Hackathons, Startups & Idling

I've been to four hackathons over the past year. At three of the events, I was partnered with Nat and Sanders; for Unhackathon up in Manhattan, Dan replaced Sanders. We started off very successful. We built UntitledMixtap.es and Open Itinerary, both of which won respectable prizes at the hackathons. Then, we went out of our comfort zone for HackMIT and build an Android app, MeetUpWithMe. It was a frustrating development process, but we somehow placed in the Top 16. Then, we went to YHack, with possibly one of our best ideas. We were more prepared than ever, and built an awesome app called The Fireside.
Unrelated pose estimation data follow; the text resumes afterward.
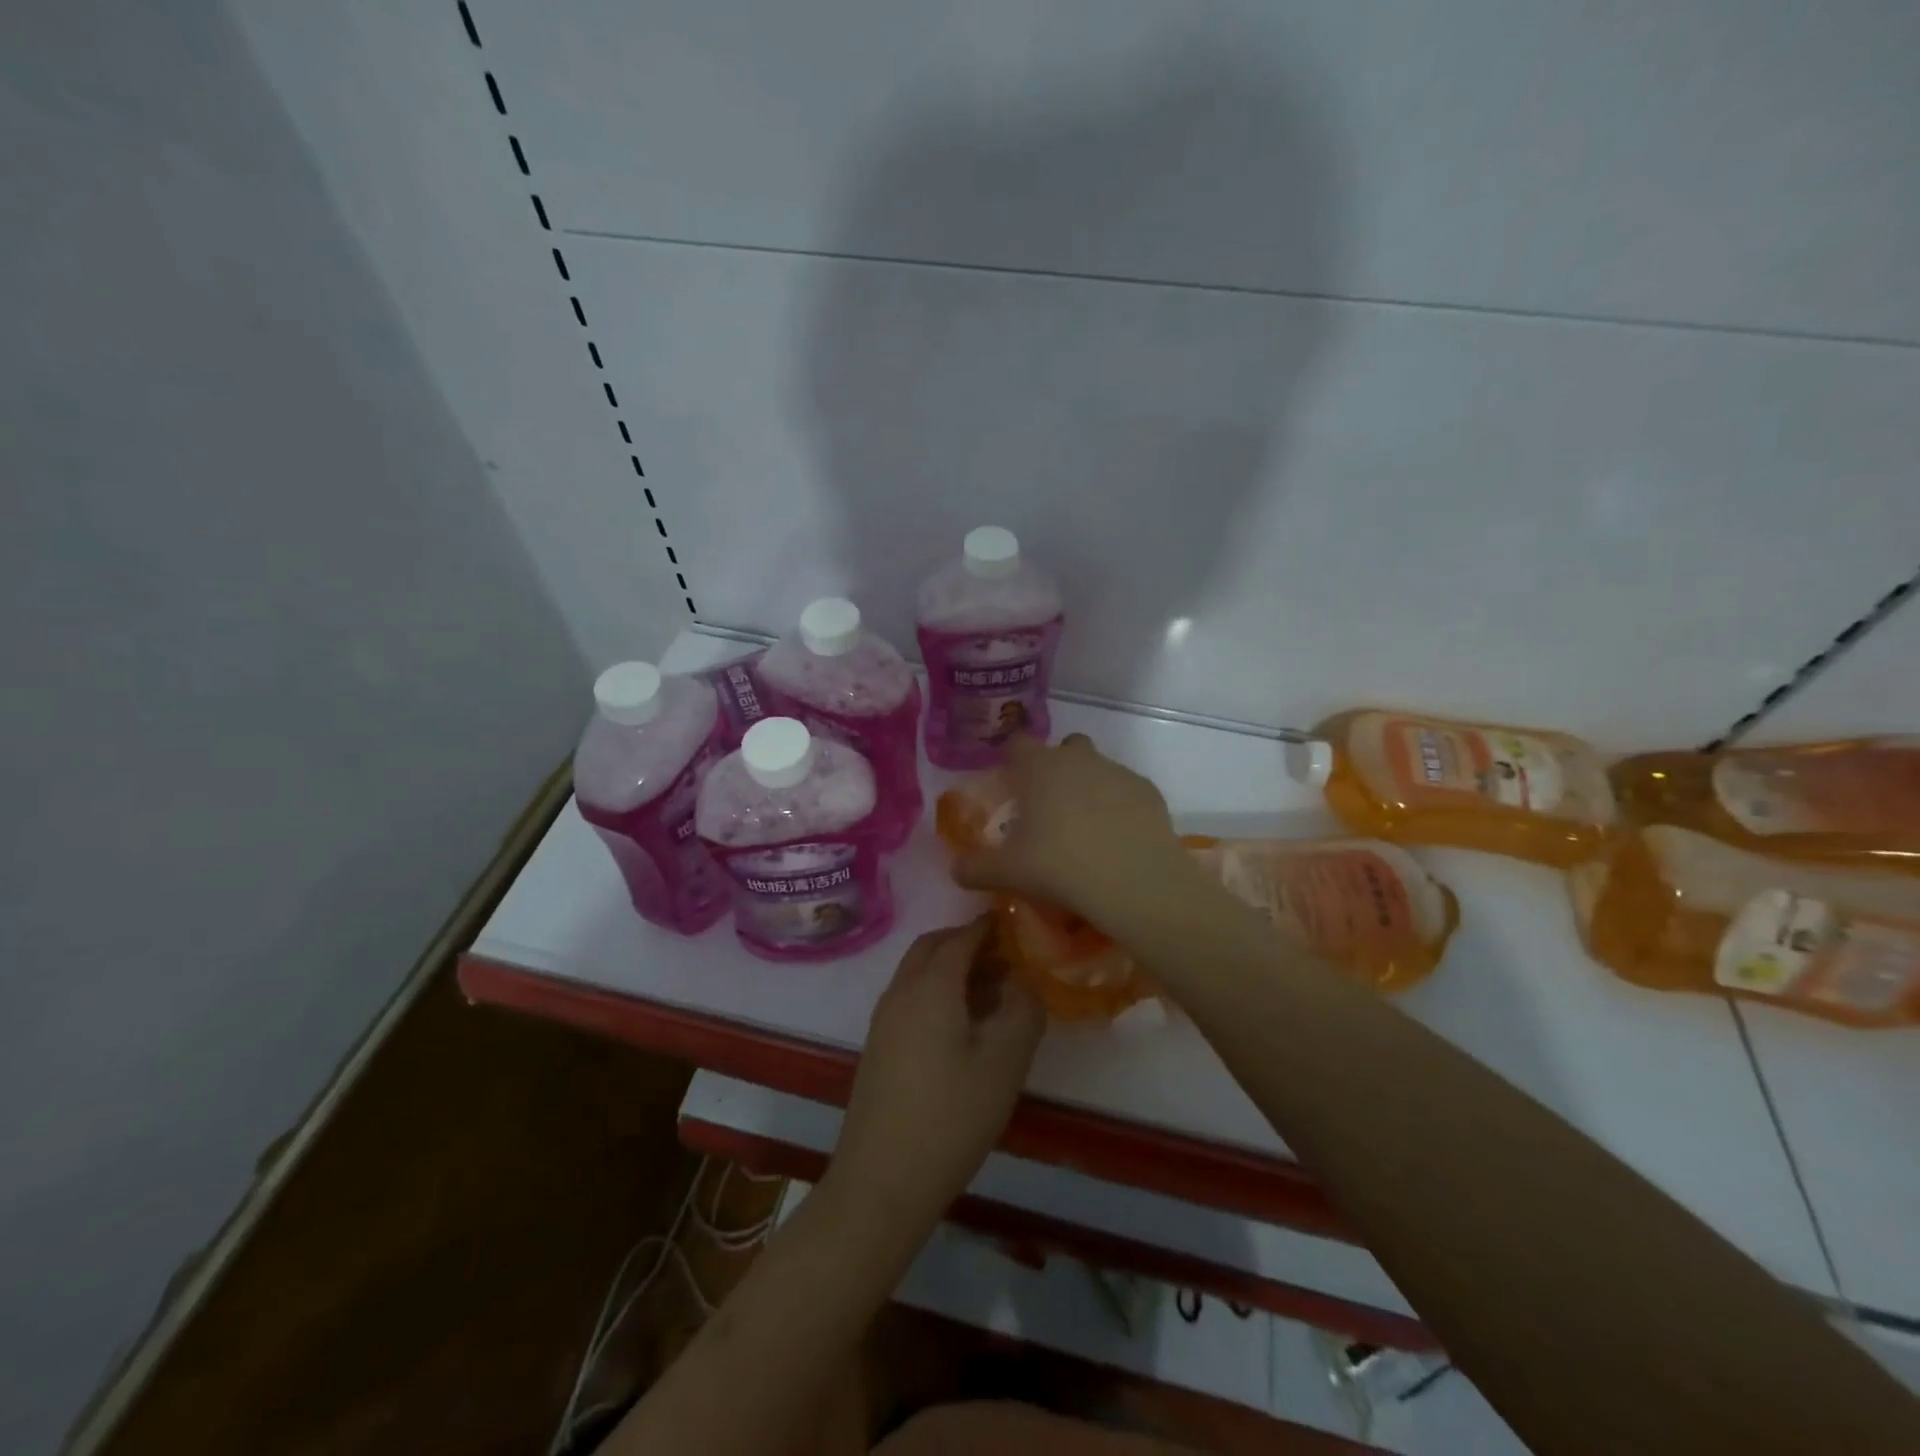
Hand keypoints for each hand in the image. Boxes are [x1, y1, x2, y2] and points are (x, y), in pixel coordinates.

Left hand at [830, 918, 1043, 1226]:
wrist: (881, 1180)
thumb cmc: (951, 1116)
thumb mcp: (1004, 1062)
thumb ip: (1022, 1010)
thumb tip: (1024, 981)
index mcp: (930, 985)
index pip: (961, 937)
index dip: (988, 927)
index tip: (1015, 924)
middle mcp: (901, 991)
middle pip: (932, 947)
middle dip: (967, 943)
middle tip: (1006, 959)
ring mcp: (884, 1019)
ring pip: (918, 973)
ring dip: (951, 969)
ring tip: (992, 994)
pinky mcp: (878, 1047)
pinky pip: (911, 998)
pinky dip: (937, 992)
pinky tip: (963, 1027)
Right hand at [953, 734, 1187, 926]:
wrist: (1134, 881)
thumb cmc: (1060, 867)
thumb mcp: (1007, 873)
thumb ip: (974, 869)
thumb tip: (955, 871)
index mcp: (1039, 768)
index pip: (1017, 744)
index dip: (1012, 760)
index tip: (1010, 783)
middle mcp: (1078, 759)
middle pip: (1064, 747)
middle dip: (1056, 767)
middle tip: (1048, 807)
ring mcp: (1116, 771)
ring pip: (1098, 767)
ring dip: (1088, 787)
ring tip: (1085, 830)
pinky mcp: (1147, 790)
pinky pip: (1126, 790)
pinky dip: (1119, 806)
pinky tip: (1116, 839)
However, after receiving praise from judges, and a Twitter shoutout from the Viacom judge, we didn't end up winning anything.

So, here's some analysis on hackathons, and then some looking into startups.

Why Hackathons?

Hackathons originally existed as events for participants to set aside time to work on cool projects they otherwise never would get started on. Then, sponsors realized the opportunity for recruitment, and they just became glorified recruitment events with giant cash prizes, which also isn't so bad. You can choose to play into this when deciding on your hack idea and when actually working on the hack, or you can just create for your own gain.

But, there's still a push to win and be recognized. After all, that's what everyone else is doing, so why wouldn't you? If you weren't going to compete, why wouldn't you just stay home and hack, while still getting good sleep and hanging out with friends?

I played into the sponsor portion at HackBeanpot '14, and used it to acquire a summer internship and, later, a co-op. I'll still say there's nothing wrong with doing that, especially if you realize why these hackathons currently exist.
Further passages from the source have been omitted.